A quick Google search for power factor provides the following definition:
“the ratio of the actual electrical power dissipated by an AC circuit to the product of the root mean square values of current and voltage. The difference between the two is caused by reactance in the circuit and represents power that does no useful work.”
This is a great definition that any electrical engineering professor would be proud of, but what does that really mean for the rest of us? Power factor is really a measure of how “in sync” an electrical signal is. It’s like having a strong connection with a colleague – when you’re in sync, you produce your best work. As shown in chart #1, the current and voltage signals exactly overlap and create the biggest power curve.
However, voltage and current are rarely in sync. Sometimes, when working with colleagues, things get out of sync. One (or sometimes both) has to work extra hard to get the same end product. This is like having a low power factor. In chart #2, the current signal has to be 20% bigger than the prior case just to get the same total power.
What causes it?
What causes low power factor? The quick answer is everything with inductive loads (motors and transformers) affects power factor. Inductive loads cause system amperage to fall behind the voltage signal, and ultimately lowers the power factor. This is like the second chart. This lag is especially bad for equipment that is lightly loaded.
In addition, variable frequency drives, electronic lighting ballasts, and other electronic equipment chop up electrical signals and distort the signal, shown in chart 3. This distortion further reduces the power factor.
So does it Matter?
Having poor power factor doesn’t always matter. Energy and demand charges are calculated based on the actual energy used. This means that one kilowatt hour costs the same as if it was used with a power factor of one or 0.5. However, in many cases, utilities charge customers a “penalty” if power factor drops below a threshold of around 85-90% or so. These penalties can grow significantly, up to 25%, if power factor drops excessively low (below 70%). The reason for the penalty is that low power factor requires more electrical current, resulting in greater line losses, requiring more power at the generator.

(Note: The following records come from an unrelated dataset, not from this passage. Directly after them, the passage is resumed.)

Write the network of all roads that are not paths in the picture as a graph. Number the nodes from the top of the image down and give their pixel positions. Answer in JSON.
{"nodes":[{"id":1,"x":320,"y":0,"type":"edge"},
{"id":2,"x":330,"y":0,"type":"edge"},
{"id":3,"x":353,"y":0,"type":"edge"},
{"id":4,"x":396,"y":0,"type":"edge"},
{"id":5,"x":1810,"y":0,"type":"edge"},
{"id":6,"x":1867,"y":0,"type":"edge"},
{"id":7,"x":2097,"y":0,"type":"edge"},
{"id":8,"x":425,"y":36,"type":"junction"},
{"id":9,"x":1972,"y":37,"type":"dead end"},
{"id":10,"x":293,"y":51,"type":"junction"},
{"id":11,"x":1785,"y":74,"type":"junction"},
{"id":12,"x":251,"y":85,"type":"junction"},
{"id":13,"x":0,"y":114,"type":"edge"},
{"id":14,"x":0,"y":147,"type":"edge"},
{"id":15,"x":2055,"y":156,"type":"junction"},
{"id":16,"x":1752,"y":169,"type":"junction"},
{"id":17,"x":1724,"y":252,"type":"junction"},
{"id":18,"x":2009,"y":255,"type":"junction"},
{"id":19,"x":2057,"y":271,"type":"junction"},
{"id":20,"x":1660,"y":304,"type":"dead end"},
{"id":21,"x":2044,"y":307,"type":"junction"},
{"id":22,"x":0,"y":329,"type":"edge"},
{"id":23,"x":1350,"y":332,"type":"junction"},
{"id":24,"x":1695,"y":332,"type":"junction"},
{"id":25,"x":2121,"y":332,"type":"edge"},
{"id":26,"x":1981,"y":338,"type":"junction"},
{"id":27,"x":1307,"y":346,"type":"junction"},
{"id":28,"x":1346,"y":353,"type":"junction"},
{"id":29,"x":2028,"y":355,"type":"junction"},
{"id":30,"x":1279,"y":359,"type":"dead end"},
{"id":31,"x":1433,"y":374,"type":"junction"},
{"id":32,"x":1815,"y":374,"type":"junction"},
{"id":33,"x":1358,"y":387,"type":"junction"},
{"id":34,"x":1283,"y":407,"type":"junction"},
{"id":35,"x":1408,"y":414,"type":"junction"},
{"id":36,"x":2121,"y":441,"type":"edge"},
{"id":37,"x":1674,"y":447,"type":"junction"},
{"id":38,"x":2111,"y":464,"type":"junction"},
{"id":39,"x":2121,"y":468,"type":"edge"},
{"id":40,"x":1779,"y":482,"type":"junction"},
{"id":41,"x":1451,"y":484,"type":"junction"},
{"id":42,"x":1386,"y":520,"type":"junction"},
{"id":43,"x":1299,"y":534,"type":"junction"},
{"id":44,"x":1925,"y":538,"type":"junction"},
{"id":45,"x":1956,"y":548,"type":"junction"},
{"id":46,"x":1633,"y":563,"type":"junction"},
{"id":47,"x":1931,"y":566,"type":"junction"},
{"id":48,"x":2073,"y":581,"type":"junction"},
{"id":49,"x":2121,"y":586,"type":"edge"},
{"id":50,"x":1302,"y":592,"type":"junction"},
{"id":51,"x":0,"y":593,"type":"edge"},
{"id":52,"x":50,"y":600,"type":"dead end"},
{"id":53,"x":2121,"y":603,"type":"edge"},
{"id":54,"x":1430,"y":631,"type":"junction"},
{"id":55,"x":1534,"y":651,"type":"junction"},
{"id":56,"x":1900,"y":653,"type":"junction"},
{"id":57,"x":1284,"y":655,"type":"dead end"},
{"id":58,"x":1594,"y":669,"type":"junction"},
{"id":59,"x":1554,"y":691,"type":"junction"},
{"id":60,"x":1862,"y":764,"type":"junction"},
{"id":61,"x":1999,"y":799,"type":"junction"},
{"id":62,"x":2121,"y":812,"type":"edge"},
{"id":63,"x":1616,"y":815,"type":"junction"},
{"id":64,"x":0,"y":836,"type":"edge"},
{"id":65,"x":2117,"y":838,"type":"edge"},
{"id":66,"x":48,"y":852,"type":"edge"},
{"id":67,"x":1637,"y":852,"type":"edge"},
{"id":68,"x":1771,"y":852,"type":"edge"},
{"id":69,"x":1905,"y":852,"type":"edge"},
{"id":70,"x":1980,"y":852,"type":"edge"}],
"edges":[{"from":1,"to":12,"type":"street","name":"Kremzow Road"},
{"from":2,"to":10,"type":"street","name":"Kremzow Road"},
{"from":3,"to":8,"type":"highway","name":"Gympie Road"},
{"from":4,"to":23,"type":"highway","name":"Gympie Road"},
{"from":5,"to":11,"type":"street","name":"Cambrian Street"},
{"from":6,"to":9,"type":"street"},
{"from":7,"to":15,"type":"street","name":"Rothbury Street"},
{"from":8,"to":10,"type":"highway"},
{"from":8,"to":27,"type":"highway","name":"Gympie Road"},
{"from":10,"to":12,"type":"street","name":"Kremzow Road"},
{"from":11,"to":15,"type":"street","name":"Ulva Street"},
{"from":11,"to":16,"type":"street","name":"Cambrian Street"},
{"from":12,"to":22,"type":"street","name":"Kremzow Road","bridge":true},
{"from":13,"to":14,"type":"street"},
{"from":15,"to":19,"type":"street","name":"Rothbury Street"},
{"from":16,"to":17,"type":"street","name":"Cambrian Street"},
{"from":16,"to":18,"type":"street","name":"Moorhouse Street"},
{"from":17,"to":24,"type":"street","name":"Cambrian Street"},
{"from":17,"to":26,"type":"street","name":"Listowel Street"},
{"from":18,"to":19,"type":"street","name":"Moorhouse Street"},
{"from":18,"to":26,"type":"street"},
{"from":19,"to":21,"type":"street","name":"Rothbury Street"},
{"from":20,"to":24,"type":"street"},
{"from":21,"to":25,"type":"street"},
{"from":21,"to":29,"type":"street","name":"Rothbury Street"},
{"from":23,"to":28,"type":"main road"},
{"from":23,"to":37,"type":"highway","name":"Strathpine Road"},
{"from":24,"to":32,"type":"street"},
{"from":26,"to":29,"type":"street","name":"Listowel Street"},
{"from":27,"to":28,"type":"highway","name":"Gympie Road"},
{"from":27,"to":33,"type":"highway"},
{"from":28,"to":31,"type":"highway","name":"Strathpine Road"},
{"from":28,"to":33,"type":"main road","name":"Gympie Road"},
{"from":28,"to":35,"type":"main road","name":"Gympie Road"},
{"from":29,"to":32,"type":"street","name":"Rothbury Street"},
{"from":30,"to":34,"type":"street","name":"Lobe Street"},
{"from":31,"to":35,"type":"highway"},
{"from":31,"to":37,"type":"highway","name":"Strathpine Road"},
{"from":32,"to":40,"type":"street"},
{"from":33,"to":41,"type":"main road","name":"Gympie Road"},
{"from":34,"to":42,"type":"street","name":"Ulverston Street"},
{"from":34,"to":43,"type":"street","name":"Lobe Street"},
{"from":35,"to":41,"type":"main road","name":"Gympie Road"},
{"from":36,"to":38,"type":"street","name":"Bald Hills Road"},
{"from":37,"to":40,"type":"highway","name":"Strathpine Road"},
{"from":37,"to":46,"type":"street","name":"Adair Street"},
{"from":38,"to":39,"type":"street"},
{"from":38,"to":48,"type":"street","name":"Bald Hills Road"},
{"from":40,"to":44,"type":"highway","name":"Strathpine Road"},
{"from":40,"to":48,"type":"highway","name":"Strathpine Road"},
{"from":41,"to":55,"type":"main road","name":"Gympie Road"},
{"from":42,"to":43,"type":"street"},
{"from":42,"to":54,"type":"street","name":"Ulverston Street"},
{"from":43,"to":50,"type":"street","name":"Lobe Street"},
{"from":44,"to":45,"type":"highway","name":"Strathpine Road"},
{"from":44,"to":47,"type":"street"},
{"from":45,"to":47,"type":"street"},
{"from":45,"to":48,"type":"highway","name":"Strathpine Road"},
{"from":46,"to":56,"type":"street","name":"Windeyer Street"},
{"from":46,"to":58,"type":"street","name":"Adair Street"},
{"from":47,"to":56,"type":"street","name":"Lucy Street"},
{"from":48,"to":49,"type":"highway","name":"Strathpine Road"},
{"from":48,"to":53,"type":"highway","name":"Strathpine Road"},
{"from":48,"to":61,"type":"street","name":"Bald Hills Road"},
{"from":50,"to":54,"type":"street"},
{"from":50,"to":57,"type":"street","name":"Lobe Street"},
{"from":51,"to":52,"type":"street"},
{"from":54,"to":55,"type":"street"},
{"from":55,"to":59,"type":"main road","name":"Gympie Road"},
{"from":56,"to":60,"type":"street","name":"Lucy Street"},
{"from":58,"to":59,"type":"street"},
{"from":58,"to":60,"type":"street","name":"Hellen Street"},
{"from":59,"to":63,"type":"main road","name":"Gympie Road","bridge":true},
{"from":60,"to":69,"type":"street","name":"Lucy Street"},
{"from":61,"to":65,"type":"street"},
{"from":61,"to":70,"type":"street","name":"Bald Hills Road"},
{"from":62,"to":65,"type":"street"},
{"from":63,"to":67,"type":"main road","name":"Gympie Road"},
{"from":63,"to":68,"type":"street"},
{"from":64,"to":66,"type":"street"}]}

Can power factor problems be fixed?
Low power factor problems can be corrected with active systems that monitor the current power factor and adjust accordingly, or passive systems that apply a continuous, fixed correction to the system. In addition, harmonic mitigation systems correct for low power factor issues due to signal distortion.
Installing a power factor correction system can result in lower electric bills and less energy consumption at the generator. At higher power factors, the loads, motors, and other equipment can be met with lower current levels. The lower current levels result in reduced resistive losses for all of the wires and other equipment. However, the energy savings are usually small. The main benefits for these systems is to eliminate any power factor penalties.